So I guess a fair compromise would be if the default implementation rejects "1
< 2 < 3" at either compile-time or run-time, whichever is possible.

------
biotech
The fundamental misunderstanding here is how we relate our parsing of
mathematical expressions to the way a compiler parses expressions:

While we can parse the following expression properly:

    
    
        a < b < c
    

parses to:

    
    
        (a < b) AND (b < c)
    

obviously most compilers don't do that.

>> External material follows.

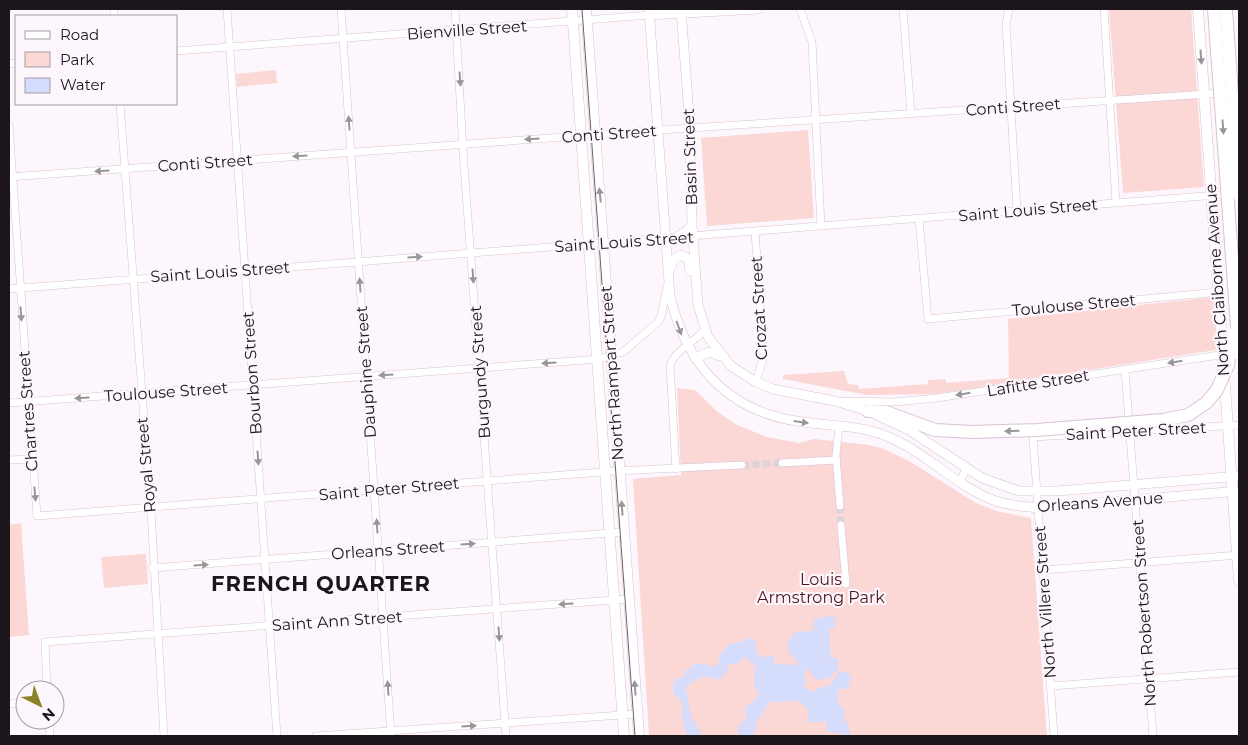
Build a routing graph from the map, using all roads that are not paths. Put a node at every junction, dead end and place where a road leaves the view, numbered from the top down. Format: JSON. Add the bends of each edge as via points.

As others have pointed out, the <
operator should not be associative.

The misunderstanding, though, is that the original expression

    
    
        a < b < c
    

actually could be parsed (I'm making a bunch of assumptions about the grammar
and parser type here) by treating ..<..<.. as a _ternary_ operator, like ?: in
C++.

Then, in the syntax tree, the compiler could re-organize the expression to be
the correct an unambiguous:

    
    
        (a < b) AND (b < c)

------
anamax
If associativity and precedence are "natural", shouldn't there be near-
universal agreement?

I mention that because the standard argument against lisp notation is ....

------
johnbender
"Ruby, in an adorable little attempt to wear big-boy pants, is turning this
expression into the following pseudo-code"

Is the condescending tone necessary?

An alternative:

"Ruby turns this expression into the following pseudo-code"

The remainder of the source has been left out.